Coalition building across various regions and between NGOs and academic institutions on various themes related to sexuality has been extremely useful for our struggles. We have been able to inform and update each other on how human rights violations in the domain of sexuality are being legitimized in different countries. This gives us the information and experience needed to build the necessary strategies against the misuse of religion as an instrument of control and sexual oppression in our individual contexts and regions. We have been able to support each others' work by producing and disseminating reports and publications on the legal reforms in our own countries and by holding the very first high-level, international meetings on sexual and reproductive rights in countries like Lebanon and Tunisia, where previously sexuality had been a taboo.

The CSBR is not a coalition working for the rights of only Muslim women, it is not a religious or faith-based network, and we are not working only in Islamic countries. The coalition also does not just have Muslim members. It includes people who are Jewish, Christian, Buddhist, and other religious minorities from Muslim-majority countries, as they are also affected by various practices that violate human rights related to sexuality. The CSBR includes both women and men and has a very diverse membership ranging from women’s human rights NGOs to LGBTQ organizations to groups that work on HIV/AIDS to academic institutions and departments.

What do you hope to achieve with this event?

We hope to show that even if we are in different countries and even on different continents, when working on issues related to sexuality, we are united in our struggle to realize sexual and bodily rights in Muslim societies. The One Day, One Struggle campaign aims to raise public awareness on sexuality and sexual rights in our national contexts and to draw international public attention to issues around sexual and bodily rights in our regions. In each host country, the CSBR members are focusing on the pertinent issues within their own context.

For instance, CSBR member organizations in Tunisia are focusing on the urgent need for sexuality education, while in Indonesia they have come together to make the public, media, and health care providers aware of the fact that the practice of female circumcision is a form of violence against women. Another CSBR organization in Indonesia is trying to mobilize against the recently passed law on stoning as a punishment for adultery in Aceh. In Palestine CSBR members are holding a week-long campaign against femicide and the impact of the Apartheid Wall and house demolitions on women. In the Sudan they are coming together with public figures and Ministry of Health representatives to discuss how to work towards women’s empowerment and also contribute to campaigns to end female genital mutilation. In Malaysia they will call a press conference to abolish Section 498 of the Malaysian Penal Code. Campaign activities are also varied, ranging from conferences to artistic performances to book launches.

What challenges have you faced organizing One Day, One Struggle?

Getting the press not to interpret “Muslim societies” simply as “Islamic countries.” Stereotyping of Muslim women has been a big challenge as well, but this is also why we are doing this campaign: to show that even though it is not covered as such in the Western media, there is not one single definition of what it means to be a “Muslim society.” Practices and issues are very diverse and a lot of courageous work is being undertaken by the sexual and reproductive rights advocates in Muslim societies.
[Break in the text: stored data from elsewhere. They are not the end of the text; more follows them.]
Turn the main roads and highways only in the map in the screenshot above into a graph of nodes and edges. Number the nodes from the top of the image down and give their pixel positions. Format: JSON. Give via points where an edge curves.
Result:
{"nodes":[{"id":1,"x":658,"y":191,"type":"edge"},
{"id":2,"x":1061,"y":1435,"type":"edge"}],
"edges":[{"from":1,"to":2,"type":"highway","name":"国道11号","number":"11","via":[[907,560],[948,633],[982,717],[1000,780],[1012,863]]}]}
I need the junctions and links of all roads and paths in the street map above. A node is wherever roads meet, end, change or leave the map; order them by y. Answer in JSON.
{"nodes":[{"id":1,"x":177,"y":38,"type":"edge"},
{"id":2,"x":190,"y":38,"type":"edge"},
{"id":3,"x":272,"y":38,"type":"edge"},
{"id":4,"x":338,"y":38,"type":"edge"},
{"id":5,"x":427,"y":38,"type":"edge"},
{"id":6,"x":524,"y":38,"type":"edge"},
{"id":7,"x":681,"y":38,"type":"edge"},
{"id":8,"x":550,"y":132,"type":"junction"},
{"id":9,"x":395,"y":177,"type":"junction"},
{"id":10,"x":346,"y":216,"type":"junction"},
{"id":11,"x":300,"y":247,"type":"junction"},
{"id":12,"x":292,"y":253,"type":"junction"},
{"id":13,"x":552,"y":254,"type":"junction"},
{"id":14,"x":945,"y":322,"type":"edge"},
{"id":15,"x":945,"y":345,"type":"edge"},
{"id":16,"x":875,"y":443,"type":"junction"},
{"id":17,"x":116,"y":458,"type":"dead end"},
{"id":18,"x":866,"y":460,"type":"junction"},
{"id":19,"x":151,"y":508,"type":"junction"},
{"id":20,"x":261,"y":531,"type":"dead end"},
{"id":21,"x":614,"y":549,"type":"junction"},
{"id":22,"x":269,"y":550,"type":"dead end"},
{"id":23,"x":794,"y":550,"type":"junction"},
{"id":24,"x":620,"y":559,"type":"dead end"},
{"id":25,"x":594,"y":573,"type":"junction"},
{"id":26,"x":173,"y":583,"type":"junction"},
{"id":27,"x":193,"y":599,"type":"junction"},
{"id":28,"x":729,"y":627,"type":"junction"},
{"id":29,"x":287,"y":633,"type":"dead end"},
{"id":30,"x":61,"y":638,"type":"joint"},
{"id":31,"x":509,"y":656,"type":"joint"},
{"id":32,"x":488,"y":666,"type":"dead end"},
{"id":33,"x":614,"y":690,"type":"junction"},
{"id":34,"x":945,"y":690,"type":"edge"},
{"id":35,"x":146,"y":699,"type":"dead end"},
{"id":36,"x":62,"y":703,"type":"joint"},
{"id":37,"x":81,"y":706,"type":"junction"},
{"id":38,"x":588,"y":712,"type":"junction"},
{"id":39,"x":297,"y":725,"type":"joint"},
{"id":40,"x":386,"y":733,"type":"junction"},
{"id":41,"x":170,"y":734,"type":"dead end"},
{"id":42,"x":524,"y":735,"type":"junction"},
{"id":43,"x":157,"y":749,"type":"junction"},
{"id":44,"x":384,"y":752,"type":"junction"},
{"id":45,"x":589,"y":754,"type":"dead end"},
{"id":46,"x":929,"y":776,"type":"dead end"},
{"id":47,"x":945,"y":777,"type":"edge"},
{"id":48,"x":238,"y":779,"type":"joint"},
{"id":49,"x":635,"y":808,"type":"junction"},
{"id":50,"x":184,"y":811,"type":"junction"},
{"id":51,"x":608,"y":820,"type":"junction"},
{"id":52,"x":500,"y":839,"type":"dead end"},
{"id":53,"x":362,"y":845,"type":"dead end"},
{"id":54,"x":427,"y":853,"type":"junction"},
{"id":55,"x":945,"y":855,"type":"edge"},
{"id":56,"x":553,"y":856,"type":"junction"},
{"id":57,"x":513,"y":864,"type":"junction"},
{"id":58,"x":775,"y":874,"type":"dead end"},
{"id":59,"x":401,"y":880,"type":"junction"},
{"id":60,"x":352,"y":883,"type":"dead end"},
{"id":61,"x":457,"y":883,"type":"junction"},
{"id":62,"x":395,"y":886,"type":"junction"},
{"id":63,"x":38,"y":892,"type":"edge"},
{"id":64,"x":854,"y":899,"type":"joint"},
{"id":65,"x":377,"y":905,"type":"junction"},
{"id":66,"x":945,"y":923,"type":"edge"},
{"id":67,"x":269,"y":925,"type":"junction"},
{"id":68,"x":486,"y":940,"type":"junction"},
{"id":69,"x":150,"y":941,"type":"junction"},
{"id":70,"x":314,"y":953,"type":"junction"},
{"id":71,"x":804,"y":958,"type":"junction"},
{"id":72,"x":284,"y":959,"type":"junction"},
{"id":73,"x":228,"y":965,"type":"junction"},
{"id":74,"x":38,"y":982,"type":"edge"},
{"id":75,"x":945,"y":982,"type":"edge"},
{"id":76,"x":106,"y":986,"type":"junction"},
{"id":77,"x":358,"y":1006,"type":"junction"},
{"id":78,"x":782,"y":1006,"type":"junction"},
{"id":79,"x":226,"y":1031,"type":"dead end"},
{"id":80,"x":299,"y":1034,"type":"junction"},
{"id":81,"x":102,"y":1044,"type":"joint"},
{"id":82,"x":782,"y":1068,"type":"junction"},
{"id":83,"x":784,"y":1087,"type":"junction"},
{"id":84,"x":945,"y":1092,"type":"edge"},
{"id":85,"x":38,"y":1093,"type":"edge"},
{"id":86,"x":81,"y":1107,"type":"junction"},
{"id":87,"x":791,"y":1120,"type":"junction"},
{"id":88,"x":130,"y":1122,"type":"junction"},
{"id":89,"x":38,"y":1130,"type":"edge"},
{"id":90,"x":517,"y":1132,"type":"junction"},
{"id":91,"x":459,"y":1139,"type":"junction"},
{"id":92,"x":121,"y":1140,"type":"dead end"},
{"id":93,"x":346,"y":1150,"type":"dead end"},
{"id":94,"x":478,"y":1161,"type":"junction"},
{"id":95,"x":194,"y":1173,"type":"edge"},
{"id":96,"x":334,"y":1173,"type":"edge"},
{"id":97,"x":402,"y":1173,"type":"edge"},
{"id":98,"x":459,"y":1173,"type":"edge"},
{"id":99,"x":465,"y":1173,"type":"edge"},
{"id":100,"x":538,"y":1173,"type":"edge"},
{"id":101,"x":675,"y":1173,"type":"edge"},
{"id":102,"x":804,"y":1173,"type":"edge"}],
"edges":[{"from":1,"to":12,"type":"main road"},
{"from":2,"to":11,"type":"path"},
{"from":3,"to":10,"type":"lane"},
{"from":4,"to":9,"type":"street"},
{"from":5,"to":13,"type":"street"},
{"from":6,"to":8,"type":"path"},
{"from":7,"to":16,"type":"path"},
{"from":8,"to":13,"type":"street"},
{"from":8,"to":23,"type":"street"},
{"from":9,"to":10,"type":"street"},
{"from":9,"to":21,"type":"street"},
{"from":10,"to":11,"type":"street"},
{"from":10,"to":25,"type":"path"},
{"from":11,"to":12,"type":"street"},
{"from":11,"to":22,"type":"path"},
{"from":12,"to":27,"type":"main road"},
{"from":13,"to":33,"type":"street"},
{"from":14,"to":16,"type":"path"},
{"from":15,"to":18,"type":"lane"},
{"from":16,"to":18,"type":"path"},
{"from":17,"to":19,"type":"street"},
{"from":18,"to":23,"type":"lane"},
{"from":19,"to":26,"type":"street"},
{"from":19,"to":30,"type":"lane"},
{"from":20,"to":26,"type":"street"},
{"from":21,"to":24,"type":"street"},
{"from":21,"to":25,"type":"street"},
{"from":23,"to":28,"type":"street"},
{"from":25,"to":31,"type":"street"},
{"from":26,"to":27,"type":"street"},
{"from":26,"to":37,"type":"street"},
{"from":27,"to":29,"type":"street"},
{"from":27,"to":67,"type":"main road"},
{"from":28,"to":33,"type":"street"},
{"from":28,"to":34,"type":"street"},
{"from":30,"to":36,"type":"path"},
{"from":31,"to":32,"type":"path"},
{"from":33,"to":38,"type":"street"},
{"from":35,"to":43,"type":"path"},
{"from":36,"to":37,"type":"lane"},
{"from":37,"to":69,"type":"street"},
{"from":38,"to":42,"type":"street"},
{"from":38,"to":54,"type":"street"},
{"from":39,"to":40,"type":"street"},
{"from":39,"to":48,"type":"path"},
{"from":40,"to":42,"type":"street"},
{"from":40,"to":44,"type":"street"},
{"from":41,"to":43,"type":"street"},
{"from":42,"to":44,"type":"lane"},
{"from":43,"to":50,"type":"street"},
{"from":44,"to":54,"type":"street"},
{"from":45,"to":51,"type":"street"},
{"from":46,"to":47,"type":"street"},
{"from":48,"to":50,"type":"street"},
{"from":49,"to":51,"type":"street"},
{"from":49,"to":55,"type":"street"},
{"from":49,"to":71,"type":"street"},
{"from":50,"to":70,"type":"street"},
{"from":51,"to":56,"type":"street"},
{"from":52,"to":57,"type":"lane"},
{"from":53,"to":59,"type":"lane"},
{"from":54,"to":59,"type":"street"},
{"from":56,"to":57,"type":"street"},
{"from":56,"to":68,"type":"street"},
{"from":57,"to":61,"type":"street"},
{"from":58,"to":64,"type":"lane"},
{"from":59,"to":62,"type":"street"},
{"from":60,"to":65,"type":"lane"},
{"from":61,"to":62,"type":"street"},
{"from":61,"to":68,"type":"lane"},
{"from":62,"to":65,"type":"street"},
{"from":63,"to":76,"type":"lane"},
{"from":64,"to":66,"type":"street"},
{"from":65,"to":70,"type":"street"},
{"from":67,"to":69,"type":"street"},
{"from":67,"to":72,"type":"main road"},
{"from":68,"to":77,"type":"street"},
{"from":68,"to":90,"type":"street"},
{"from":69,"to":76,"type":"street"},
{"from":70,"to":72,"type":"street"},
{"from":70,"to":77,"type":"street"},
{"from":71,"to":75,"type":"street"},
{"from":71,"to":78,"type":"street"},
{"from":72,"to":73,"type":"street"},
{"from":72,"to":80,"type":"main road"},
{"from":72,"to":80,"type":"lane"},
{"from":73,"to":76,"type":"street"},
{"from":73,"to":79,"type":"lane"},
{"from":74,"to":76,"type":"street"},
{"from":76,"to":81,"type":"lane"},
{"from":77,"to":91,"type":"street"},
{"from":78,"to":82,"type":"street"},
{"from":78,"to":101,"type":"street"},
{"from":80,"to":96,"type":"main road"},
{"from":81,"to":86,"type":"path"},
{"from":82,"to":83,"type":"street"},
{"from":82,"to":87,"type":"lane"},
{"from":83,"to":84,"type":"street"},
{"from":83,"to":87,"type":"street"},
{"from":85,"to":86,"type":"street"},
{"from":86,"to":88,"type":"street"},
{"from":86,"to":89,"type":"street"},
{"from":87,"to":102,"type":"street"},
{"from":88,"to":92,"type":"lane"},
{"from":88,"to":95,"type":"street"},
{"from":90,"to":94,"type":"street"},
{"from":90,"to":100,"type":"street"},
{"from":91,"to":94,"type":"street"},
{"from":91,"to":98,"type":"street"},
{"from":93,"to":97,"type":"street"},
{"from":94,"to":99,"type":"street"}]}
Logistically, it was not easy to organize this campaign in eleven countries spread across such a wide geography. Things that may seem like small details--such as time differences and the fact that all organizations have different capacities to access internet--can be very problematic. It was definitely very encouraging to create such a link across boundaries, languages, and themes.


Will this be a one-time event or do you plan to repeat it annually?

We wish we could say this will be a one-time event that will help achieve all our aims, but obviously the likelihood of that happening is slim. Depending on the outcomes of this campaign, the CSBR will decide if and how to turn this collective effort into an annual campaign.